Published: June 19 2009 22:12 | Last updated: June 20 2009 02:38

Illustration of Simon RattleThe shoulder of lamb is taking longer to cook than it should, says Sir Simon Rattle, laying out a platter of cherry tomatoes and salami slices for starters. “It’s kind of on its way.”

The lamb can take as long as it likes. The principal conductor and artistic director of the Berlin Philharmonic Orchestra is in the south of France to rehearse The Twilight of the Gods, fourth and final opera of Wagner’s Ring, which they have been presenting at the Aix-en-Provence festival every July since 2006. Rather than face the lunchtime heat and throng of the town, Rattle has invited me to the house he rents on a hill behind – a traditional Provençal villa in secluded grounds, offering long, lofty views over sun-baked countryside.

The scene could be a Cézanne landscape – it has identical shades of green and apricot, the same languorous charm and rambling rusticity – so it comes as no surprise when I learn from Rattle that Cézanne lived on this road. Its prime asset is silence, an antidote to the pressure-cooker effect of Wagner’s unusually long and intense music, which has been occupying an increasing amount of Rattle’s time.

Apart from two empty glasses and a score of Bach’s St Matthew Passion on a garden table, the only sign that the house is occupied is a tricycle and baby chair – Rattle has two young sons with his third wife, the mezzo-soprano Magdalena Kozená. (He also has two grown-up sons from his first marriage.)
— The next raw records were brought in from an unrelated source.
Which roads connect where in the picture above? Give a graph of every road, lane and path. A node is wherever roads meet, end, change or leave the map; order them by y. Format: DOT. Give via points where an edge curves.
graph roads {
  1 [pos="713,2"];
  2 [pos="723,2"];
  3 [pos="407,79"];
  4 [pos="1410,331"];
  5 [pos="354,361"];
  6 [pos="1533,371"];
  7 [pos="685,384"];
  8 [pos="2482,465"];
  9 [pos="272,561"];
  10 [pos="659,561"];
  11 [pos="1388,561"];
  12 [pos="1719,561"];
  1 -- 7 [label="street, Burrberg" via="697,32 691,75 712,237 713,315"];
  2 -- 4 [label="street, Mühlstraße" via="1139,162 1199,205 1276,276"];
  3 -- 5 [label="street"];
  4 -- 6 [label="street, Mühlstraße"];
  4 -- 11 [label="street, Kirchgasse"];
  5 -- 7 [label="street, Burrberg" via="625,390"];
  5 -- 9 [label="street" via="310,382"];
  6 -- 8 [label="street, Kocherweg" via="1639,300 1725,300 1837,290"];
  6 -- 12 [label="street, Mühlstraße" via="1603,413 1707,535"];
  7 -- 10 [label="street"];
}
The little boys, however, are not about to invade our midday peace, as they are holidaying with their mother in her native Czech Republic. And, even if he wanted to, Rattle can’t socialise with the Berlin Philharmonic musicians, who are still giving concerts in Germany. For a couple of weeks the man who sometimes appears to be the world’s most visible conductor is living in glorious isolation.

. . .

So he has found time, between rehearsals with singers, to go shopping: he bought the shoulder of lamb “because they didn’t have a leg”. Rattle’s hands are best known for shaping orchestral sound, but I have been forewarned that he is also a dab hand in the kitchen.

He has taken the trouble to marinate the lamb overnight and cook it on a low heat for four and a half hours. “Thank you, Heston Blumenthal”, he murmurs, bowing to the proprietor of The Fat Duck, the celebrated English restaurant. Rattle pours me a glass of water and we sample the salami. Lunch en plein air has begun.

He blames “this old French oven” for upsetting his timings. A trace of Mistral wafts across our domestic stage-set. Small wonder Rattle, 54, and the Berlin musicians look on their Aix residency as a working holiday.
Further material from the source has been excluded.